**Work order:** When a line below contains the word "Perimetral", it counts toward the total; give that total and nothing besides.

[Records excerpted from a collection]
-=-=-=-=-
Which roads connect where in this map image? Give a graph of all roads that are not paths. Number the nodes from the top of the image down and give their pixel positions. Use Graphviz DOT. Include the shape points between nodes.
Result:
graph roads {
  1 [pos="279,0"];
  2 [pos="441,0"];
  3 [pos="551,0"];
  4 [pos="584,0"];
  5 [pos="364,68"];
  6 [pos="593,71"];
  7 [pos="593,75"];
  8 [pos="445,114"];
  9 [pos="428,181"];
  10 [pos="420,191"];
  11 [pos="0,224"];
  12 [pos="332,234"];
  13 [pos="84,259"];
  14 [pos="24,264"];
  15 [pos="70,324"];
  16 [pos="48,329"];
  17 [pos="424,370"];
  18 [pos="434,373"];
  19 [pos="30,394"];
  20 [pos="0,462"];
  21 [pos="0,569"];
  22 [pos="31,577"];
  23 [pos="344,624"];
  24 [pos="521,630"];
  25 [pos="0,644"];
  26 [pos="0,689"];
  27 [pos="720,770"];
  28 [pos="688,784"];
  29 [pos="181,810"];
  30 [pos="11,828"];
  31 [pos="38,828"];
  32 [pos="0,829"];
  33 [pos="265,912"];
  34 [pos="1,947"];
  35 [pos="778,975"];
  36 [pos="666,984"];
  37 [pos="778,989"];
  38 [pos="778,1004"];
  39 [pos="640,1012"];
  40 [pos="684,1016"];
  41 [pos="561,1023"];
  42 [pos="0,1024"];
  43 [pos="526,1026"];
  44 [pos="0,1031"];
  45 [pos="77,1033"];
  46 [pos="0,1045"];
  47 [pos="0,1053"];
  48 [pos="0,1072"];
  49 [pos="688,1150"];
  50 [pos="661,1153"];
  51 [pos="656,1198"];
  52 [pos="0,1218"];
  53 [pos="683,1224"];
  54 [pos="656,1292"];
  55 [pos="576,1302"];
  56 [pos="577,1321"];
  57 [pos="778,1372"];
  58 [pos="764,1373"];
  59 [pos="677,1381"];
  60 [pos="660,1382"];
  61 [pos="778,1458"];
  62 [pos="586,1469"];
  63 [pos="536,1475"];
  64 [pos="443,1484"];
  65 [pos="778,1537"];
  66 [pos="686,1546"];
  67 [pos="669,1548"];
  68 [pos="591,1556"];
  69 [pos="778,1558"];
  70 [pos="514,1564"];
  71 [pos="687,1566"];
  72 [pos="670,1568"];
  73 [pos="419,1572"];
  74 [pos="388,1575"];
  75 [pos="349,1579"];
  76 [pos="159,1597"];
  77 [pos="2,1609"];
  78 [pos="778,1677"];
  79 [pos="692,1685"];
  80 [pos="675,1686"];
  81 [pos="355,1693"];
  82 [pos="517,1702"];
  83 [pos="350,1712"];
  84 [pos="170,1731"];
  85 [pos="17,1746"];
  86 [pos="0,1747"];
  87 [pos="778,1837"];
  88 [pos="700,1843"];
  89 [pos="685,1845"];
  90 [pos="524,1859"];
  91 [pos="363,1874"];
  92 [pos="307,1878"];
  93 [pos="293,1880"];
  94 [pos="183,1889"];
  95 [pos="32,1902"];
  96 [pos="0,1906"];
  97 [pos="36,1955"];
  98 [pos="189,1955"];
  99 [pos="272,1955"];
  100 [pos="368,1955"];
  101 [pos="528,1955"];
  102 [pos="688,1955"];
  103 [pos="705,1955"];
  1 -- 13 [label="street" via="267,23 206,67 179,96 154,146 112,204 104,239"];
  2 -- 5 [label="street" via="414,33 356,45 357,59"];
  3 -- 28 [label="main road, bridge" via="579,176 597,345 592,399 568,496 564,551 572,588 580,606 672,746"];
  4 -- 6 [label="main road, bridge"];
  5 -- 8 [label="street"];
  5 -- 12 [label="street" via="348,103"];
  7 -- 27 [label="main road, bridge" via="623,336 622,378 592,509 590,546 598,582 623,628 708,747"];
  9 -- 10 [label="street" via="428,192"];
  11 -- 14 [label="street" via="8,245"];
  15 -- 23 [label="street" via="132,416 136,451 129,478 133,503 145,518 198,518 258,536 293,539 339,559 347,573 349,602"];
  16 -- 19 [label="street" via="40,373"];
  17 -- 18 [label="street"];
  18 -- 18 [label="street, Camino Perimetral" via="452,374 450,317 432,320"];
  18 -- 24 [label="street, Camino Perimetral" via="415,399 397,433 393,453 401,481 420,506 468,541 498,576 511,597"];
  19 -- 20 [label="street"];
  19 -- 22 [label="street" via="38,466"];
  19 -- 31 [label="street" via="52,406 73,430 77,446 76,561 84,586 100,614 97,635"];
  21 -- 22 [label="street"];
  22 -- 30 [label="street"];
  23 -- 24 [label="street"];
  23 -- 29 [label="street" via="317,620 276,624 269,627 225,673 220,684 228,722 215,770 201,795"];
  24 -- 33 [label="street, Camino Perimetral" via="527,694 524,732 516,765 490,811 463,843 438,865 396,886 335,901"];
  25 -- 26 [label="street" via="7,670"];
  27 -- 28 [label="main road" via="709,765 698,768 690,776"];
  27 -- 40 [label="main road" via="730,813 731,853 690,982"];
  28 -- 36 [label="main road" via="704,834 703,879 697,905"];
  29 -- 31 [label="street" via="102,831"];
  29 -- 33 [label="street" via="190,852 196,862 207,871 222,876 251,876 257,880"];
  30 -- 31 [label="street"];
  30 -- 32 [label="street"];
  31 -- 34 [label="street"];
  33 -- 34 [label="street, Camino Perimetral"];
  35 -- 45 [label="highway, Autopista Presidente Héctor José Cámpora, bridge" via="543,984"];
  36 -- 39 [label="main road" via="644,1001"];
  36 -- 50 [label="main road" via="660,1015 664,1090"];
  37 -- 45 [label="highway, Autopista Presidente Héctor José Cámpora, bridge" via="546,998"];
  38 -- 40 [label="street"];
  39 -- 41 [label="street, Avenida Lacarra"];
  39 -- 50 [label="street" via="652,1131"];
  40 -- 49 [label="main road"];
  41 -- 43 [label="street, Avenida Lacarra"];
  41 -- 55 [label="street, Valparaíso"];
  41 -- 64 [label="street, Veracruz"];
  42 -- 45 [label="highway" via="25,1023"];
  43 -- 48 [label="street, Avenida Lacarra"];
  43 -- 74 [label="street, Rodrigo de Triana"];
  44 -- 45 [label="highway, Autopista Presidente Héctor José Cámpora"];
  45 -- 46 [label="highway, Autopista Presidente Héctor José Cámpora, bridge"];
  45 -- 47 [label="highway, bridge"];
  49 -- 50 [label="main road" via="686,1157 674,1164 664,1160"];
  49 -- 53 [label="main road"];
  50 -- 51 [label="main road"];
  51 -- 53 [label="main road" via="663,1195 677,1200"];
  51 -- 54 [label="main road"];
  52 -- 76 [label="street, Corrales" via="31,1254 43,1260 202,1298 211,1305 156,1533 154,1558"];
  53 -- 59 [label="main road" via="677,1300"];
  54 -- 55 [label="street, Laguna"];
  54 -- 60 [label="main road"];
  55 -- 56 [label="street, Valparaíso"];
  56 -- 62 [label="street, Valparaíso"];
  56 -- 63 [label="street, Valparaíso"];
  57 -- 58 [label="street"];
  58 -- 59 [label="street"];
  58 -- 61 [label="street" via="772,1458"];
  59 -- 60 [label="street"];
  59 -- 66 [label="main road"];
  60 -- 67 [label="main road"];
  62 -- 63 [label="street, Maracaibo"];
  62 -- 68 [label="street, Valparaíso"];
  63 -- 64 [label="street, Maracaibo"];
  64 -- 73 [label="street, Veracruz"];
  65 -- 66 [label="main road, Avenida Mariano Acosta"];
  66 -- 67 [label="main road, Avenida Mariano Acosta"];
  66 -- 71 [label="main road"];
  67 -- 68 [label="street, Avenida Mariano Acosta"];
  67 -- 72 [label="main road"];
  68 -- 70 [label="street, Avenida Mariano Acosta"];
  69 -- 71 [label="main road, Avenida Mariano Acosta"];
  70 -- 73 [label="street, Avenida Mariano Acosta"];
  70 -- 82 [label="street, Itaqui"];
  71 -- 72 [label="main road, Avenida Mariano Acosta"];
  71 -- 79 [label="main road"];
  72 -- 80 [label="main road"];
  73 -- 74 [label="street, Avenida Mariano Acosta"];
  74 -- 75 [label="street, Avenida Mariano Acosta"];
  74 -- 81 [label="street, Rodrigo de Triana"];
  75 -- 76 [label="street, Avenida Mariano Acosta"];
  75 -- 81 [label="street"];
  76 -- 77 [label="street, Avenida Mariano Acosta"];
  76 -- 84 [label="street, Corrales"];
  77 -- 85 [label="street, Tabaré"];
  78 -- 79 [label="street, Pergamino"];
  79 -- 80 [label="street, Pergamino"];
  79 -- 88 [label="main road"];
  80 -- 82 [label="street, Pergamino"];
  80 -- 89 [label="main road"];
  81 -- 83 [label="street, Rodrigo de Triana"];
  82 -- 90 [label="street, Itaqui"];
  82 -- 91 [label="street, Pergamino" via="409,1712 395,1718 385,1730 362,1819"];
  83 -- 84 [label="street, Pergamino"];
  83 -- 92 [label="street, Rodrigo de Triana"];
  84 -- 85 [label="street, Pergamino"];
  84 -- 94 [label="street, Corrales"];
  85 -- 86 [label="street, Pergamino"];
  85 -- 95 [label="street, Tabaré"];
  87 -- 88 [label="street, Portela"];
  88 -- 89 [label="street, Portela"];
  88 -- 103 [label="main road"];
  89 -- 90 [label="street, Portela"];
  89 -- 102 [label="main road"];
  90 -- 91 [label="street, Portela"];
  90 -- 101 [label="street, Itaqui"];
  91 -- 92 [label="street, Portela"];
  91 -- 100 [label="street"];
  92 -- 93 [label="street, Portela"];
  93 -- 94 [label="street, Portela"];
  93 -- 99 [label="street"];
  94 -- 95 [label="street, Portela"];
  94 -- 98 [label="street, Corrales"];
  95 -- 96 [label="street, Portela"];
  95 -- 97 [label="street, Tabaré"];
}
-=-=-=-=-
**Result for this exercise:** 4